> **ASSIGNMENT**: Look through the entries below and extract exactly the lines from the one containing "thumb tip: (1048, 805)" through the one containing "pinky tip: (891, 892)", ends included.

::: DATA FOR THE TASK

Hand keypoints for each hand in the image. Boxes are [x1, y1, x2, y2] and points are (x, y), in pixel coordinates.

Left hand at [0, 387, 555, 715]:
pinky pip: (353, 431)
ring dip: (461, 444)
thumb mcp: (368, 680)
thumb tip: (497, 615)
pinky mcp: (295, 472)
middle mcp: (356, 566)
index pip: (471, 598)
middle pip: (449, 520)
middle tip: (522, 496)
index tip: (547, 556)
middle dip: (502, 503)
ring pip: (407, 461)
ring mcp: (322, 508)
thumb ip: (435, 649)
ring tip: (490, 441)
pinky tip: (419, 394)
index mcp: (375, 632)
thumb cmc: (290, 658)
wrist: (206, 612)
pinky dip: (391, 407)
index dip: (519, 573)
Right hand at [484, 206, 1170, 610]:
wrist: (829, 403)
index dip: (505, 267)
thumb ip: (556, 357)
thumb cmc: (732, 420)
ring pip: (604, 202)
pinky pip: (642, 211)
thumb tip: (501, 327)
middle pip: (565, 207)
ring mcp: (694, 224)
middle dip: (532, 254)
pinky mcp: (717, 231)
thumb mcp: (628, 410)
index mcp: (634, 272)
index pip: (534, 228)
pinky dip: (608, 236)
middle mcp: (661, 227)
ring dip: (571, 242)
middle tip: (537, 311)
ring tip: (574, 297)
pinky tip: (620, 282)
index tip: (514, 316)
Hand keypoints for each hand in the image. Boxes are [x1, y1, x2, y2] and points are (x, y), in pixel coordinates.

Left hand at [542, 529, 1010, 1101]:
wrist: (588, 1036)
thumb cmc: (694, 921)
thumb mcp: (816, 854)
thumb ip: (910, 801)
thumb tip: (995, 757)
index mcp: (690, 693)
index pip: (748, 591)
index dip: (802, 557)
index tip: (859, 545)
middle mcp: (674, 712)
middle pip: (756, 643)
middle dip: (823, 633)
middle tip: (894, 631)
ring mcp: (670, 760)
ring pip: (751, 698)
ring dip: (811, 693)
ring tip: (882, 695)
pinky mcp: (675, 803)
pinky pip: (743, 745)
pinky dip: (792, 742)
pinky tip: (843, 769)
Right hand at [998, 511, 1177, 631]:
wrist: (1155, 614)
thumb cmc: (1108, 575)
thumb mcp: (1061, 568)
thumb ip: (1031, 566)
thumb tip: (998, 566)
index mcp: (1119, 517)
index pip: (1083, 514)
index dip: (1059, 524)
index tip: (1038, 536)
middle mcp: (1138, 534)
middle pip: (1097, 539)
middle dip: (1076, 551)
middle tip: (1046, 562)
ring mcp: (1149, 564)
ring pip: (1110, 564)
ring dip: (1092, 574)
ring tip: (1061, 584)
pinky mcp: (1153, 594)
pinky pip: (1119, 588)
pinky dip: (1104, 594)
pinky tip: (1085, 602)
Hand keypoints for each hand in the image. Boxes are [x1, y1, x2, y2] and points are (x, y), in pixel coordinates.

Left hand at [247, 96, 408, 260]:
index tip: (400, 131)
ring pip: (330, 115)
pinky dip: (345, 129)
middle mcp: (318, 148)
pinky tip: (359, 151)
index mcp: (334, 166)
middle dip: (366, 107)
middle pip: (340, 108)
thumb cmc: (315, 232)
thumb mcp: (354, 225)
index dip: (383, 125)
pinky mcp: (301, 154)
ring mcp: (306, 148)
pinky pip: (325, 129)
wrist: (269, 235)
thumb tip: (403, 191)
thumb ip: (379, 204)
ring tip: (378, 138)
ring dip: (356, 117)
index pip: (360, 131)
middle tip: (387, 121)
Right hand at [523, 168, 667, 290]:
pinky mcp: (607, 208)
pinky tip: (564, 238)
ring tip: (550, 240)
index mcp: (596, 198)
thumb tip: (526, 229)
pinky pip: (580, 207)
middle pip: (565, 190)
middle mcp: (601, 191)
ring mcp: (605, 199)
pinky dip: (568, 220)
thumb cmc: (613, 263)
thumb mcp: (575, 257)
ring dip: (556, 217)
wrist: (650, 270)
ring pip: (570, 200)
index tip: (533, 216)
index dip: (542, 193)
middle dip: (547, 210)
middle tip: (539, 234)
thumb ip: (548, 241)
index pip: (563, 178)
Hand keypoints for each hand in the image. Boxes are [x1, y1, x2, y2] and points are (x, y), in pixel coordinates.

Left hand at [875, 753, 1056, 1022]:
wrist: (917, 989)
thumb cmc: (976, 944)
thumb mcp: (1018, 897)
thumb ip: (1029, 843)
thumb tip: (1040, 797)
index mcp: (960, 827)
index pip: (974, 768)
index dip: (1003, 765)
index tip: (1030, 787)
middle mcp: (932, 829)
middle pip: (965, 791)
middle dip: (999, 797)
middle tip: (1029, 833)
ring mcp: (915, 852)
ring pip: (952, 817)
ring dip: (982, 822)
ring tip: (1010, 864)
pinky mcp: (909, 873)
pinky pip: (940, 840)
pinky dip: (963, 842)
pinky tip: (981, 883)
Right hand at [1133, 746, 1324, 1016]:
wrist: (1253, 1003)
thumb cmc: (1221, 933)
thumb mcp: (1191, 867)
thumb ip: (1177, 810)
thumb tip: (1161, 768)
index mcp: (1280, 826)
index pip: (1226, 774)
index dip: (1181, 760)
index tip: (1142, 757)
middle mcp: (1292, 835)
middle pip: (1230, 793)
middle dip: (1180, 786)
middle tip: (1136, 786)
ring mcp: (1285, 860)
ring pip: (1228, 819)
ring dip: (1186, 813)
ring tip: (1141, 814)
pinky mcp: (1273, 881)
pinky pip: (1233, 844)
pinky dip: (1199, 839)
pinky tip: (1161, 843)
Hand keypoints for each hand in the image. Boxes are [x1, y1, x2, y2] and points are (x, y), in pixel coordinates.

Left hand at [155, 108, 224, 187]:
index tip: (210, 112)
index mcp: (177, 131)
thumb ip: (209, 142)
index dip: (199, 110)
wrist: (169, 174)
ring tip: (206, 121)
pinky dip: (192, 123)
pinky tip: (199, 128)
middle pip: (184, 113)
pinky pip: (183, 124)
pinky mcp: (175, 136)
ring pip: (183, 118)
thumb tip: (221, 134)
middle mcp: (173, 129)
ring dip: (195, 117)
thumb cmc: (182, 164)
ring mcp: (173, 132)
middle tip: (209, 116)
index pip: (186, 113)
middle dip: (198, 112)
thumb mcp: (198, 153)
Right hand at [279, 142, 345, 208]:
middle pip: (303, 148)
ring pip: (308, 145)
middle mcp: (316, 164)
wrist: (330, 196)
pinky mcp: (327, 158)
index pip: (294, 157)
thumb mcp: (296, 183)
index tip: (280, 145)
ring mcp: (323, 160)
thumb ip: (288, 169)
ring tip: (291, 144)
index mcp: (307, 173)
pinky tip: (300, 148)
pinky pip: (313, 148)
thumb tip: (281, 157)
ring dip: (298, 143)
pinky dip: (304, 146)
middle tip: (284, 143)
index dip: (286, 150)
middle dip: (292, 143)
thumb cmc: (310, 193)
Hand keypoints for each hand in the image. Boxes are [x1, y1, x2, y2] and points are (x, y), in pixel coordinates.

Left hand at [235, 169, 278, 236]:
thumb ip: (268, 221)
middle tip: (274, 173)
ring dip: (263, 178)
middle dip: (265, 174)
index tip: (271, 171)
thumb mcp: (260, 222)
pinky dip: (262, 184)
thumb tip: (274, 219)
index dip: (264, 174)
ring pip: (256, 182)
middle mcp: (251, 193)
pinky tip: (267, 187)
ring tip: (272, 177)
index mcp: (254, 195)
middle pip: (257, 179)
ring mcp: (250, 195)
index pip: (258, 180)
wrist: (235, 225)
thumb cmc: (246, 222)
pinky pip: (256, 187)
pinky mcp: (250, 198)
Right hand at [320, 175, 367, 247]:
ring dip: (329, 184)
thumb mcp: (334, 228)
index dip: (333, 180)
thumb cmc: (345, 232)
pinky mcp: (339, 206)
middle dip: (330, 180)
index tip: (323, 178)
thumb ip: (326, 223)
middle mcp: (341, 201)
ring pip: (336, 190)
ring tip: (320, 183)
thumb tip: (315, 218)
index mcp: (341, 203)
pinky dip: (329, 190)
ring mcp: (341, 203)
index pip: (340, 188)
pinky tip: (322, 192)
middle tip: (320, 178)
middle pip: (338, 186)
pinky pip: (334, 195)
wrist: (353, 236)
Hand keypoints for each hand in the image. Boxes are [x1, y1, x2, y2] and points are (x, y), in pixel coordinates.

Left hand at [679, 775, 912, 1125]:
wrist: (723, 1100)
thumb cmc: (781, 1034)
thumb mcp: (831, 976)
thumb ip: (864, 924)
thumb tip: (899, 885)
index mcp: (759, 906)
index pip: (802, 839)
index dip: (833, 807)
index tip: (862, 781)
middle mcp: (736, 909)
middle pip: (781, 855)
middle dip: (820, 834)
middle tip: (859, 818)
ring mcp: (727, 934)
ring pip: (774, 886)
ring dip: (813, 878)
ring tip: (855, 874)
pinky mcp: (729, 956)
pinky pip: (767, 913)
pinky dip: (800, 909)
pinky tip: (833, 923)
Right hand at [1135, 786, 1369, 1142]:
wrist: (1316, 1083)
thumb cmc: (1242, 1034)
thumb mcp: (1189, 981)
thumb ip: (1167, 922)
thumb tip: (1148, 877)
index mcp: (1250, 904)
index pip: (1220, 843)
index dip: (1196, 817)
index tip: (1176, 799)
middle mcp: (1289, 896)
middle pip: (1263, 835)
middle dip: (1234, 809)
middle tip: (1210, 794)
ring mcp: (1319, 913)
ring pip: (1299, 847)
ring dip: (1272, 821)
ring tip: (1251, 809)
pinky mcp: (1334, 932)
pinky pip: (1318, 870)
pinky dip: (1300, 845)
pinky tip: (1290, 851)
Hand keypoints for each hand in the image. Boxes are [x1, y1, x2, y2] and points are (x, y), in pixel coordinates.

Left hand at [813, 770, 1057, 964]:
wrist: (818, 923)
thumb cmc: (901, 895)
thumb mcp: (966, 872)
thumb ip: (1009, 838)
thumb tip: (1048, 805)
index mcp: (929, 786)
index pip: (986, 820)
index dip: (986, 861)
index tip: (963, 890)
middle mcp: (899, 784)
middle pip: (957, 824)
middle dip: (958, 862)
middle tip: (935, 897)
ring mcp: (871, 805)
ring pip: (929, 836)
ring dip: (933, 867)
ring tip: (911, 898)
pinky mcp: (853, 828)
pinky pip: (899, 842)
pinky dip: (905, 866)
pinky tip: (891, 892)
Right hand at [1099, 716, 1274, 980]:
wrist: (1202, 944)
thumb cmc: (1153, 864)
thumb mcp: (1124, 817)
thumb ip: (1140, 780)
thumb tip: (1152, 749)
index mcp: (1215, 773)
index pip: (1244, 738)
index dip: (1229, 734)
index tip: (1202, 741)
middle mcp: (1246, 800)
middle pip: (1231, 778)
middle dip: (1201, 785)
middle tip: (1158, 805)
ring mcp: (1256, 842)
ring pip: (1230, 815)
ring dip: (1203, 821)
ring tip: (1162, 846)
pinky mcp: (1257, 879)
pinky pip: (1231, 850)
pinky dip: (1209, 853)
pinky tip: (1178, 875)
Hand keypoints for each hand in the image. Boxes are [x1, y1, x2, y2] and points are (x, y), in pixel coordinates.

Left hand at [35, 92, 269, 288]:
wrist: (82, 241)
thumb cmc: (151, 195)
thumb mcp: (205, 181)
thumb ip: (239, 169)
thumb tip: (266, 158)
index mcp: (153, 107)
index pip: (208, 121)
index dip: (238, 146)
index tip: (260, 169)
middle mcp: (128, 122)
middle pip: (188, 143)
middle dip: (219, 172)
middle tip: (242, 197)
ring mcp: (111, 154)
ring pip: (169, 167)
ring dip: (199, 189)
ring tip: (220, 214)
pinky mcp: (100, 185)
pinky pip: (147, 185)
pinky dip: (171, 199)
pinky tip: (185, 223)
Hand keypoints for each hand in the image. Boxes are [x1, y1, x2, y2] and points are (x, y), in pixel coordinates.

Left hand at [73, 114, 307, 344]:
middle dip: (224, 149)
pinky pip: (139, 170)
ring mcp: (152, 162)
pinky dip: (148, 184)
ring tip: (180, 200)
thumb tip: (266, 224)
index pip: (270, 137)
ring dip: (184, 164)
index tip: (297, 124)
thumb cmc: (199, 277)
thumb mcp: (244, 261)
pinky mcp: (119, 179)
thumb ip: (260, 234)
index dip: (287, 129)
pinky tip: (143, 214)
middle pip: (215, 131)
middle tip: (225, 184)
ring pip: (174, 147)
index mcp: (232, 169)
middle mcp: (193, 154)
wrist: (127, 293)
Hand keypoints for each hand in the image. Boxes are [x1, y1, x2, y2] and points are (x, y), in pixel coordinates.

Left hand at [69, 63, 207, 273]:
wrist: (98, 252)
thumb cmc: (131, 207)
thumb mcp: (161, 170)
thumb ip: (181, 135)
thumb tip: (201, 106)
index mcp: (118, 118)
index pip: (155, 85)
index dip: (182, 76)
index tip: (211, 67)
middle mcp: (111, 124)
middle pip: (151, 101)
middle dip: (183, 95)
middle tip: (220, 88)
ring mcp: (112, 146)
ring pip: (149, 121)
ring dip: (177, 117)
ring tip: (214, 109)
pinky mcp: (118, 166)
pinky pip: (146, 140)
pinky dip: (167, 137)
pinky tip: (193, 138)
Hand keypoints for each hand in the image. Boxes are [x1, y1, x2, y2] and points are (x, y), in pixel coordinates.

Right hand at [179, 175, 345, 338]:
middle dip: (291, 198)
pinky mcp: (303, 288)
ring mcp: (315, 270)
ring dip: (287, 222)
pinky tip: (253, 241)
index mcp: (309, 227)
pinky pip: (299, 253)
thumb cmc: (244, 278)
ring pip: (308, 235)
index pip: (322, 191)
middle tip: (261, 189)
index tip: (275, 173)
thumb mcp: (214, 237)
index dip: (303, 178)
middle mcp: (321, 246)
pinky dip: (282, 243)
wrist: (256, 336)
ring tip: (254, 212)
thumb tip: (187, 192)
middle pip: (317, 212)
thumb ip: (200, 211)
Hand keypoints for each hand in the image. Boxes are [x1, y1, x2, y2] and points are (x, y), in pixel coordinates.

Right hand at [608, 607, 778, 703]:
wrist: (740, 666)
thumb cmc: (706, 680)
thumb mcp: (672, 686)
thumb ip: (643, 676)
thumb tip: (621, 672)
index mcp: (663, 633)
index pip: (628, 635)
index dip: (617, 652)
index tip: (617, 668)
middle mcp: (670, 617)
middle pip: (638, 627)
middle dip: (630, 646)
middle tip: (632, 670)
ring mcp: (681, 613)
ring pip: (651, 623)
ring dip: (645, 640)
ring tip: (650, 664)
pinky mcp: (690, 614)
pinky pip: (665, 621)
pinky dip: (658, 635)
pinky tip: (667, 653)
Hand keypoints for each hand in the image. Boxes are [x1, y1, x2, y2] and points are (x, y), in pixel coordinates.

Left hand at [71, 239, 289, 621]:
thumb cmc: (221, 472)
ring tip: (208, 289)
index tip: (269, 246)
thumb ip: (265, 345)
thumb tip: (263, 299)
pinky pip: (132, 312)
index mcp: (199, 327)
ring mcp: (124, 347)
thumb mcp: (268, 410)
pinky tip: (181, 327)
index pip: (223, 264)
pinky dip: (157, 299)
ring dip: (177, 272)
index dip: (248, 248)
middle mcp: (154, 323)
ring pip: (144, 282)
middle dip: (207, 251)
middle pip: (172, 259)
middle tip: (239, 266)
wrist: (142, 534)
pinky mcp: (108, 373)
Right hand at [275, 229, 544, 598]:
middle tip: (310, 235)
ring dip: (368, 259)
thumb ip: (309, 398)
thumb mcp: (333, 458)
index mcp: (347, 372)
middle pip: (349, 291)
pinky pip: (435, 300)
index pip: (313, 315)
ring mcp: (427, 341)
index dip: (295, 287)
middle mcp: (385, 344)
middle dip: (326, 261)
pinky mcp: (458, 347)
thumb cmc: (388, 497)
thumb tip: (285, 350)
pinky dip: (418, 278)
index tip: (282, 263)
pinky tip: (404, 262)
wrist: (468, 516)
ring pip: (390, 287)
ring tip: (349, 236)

::::::

> **SOLUTION FOR THIS EXERCISE**:
thumb tip: (1048, 805)
index mcp: (929, 786)
index pip: (986, 820)
index dip: (986, 861)
index tip: (963, 890)
middle mcp: (899, 784)
middle pip: (957, 824)
middle dip: (958, 862)
middle tip: (935, 897)
ring mcp: (871, 805)
ring pip: (929, 836)
ring dip: (933, 867)
ring tip: (911, 898)
pinky mcp: (853, 828)
pinky pip: (899, 842)
pinky dip: (905, 866)
pinky tip: (891, 892)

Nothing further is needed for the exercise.